■ **Information supplied**
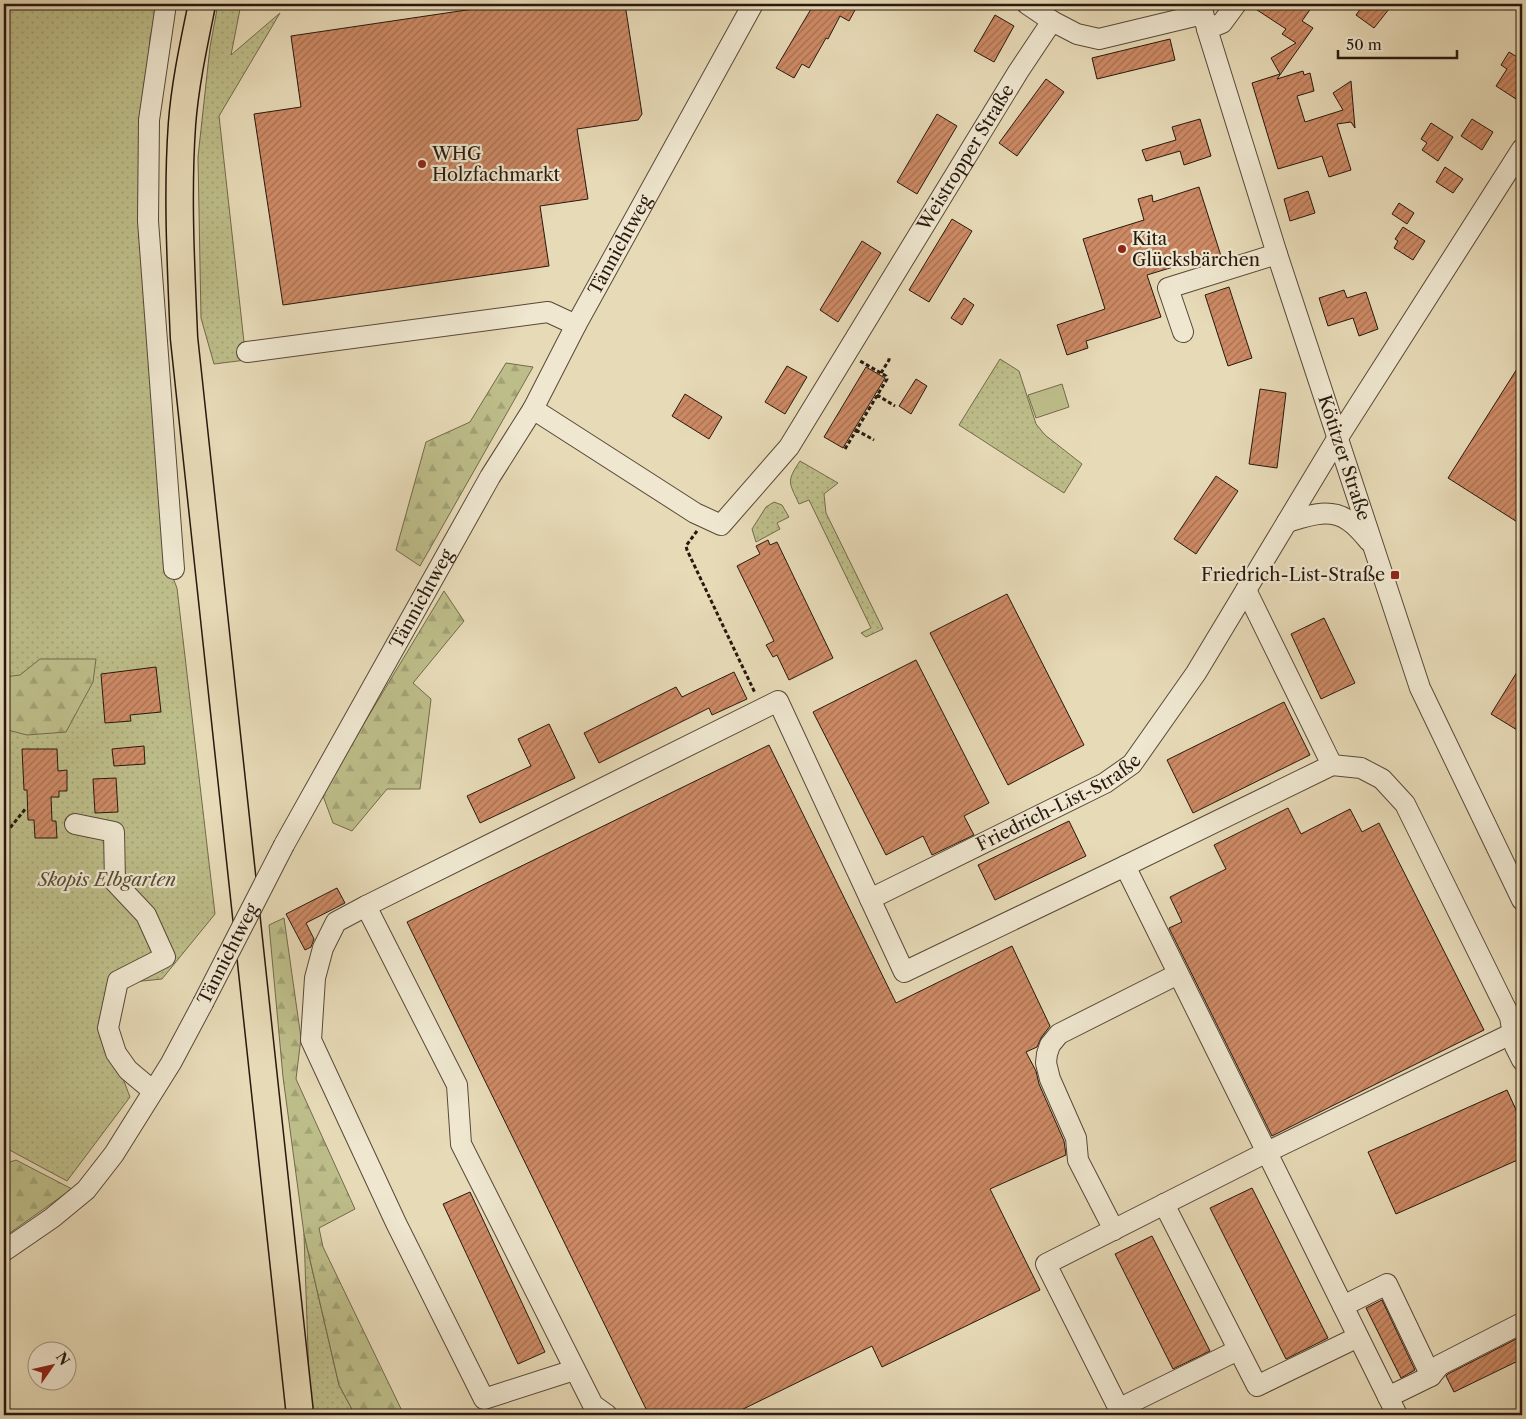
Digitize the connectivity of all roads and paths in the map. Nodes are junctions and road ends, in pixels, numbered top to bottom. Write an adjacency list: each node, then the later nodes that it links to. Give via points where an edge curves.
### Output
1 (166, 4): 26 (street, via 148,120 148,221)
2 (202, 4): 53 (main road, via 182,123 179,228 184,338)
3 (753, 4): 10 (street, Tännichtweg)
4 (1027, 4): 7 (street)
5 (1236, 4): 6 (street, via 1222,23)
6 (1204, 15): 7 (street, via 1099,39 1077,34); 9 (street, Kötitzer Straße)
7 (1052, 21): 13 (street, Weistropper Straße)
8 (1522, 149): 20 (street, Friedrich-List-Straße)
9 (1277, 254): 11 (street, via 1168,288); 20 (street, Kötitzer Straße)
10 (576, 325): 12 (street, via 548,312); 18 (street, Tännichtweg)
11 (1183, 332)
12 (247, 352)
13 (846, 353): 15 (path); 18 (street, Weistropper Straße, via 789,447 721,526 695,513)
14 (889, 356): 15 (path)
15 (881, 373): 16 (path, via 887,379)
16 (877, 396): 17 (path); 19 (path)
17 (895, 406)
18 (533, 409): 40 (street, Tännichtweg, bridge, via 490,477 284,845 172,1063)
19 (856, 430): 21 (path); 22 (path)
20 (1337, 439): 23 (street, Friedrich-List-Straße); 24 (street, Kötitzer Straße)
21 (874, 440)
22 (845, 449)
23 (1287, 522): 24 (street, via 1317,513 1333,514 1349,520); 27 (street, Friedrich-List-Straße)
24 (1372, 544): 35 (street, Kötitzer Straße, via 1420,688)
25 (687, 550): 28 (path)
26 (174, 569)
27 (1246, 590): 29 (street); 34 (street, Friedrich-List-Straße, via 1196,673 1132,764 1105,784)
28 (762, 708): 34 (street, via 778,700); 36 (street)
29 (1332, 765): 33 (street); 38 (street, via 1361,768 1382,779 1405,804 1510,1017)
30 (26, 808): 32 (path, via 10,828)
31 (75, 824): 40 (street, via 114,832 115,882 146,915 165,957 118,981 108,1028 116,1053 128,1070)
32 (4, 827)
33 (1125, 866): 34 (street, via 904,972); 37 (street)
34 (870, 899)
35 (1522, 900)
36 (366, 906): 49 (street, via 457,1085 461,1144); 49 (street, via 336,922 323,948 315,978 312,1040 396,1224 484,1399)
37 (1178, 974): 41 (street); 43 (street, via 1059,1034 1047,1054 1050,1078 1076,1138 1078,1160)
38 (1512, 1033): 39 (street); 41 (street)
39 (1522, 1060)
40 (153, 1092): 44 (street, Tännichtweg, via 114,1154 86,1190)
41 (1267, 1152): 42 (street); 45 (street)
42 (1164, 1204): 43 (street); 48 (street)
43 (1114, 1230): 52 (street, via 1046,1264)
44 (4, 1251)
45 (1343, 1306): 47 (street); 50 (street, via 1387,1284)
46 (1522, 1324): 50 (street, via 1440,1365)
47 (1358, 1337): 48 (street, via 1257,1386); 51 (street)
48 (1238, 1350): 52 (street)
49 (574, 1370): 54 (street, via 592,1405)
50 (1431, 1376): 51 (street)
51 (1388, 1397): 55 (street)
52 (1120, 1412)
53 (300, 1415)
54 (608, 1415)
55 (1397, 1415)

■ **Exercise directions**
Every line of the material should be repeated precisely; pictures are to be excluded.

■ **Answer box**
Digitize the connectivity of all roads and paths in the map. Nodes are junctions and road ends, in pixels, numbered top to bottom. Write an adjacency list: each node, then the later nodes that it links to. Give via points where an edge curves.
### Output
1 (166, 4): 26 (street, via 148,120 148,221)
2 (202, 4): 53 (main road, via 182,123 179,228 184,338)
3 (753, 4): 10 (street, Tännichtweg)
4 (1027, 4): 7 (street)
5 (1236, 4): 6 (street, via 1222,23)
6 (1204, 15): 7 (street, via 1099,39 1077,34); 9 (street, Kötitzer Straße)
7 (1052, 21): 13 (street, Weistropper Straße)
8 (1522, 149): 20 (street, Friedrich-List-Straße)
9 (1277, 254): 11 (street, via 1168,288); 20 (street, Kötitzer Straße)
10 (576, 325): 12 (street, via 548,312); 18 (street, Tännichtweg)
11 (1183, 332)
12 (247, 352)
13 (846, 353): 15 (path); 18 (street, Weistropper Straße, via 789,447 721,526 695,513)
14 (889, 356): 15 (path)
15 (881, 373): 16 (path, via 887,379)
16 (877, 396): 17 (path); 19 (path)
17 (895, 406)
18 (533, 409): 40 (street, Tännichtweg, bridge, via 490,477 284,845 172,1063)
19 (856, 430): 21 (path); 22 (path)
20 (1337, 439): 23 (street, Friedrich-List-Straße); 24 (street, Kötitzer Straße)
21 (874, 440)
22 (845, 449)
23 (1287, 522): 24 (street, via 1317,513 1333,514 1349,520); 27 (street, Friedrich-List-Straße)
24 (1372, 544): 35 (street, Kötitzer Straße, via 1420,688)
25 (687, 550): 28 (path)
26 (174, 569)
27 (1246, 590): 29 (street); 34 (street, Friedrich-List-Straße, via 1196,673 1132,764 1105,784)
28 (762, 708): 34 (street, via 778,700); 36 (street)
29 (1332, 765): 33 (street); 38 (street, via 1361,768 1382,779 1405,804 1510,1017)
30 (26, 808): 32 (path, via 10,828)
31 (75, 824): 40 (street, via 114,832 115,882 146,915 165,957 118,981 108,1028 116,1053 128,1070)
32 (4, 827)
33 (1125, 866): 34 (street, via 904,972); 37 (street)
34 (870, 899)
35 (1522, 900)
36 (366, 906): 49 (street, via 457,1085 461,1144); 49 (street, via 336,922 323,948 315,978 312,1040 396,1224 484,1399)
37 (1178, 974): 41 (street); 43 (street, via 1059,1034 1047,1054 1050,1078 1076,1138 1078,1160)
38 (1512, 1033): 39 (street); 41 (street)
39 (1522, 1060)
40 (153, 1092): 44 (street, Tännichtweg, via 114,1154 86,1190)
41 (1267, 1152): 42 (street); 45 (street)
42 (1164, 1204): 43 (street); 48 (street)
43 (1114, 1230): 52 (street, via 1046,1264)
44 (4, 1251)
45 (1343, 1306): 47 (street); 50 (street, via 1387,1284)
46 (1522, 1324): 50 (street, via 1440,1365)
47 (1358, 1337): 48 (street, via 1257,1386); 51 (street)
48 (1238, 1350): 52 (street)
49 (574, 1370): 54 (street, via 592,1405)
50 (1431, 1376): 51 (street)
51 (1388, 1397): 55 (street)
52 (1120, 1412)
53 (300, 1415)
54 (608, 1415)
55 (1397, 1415)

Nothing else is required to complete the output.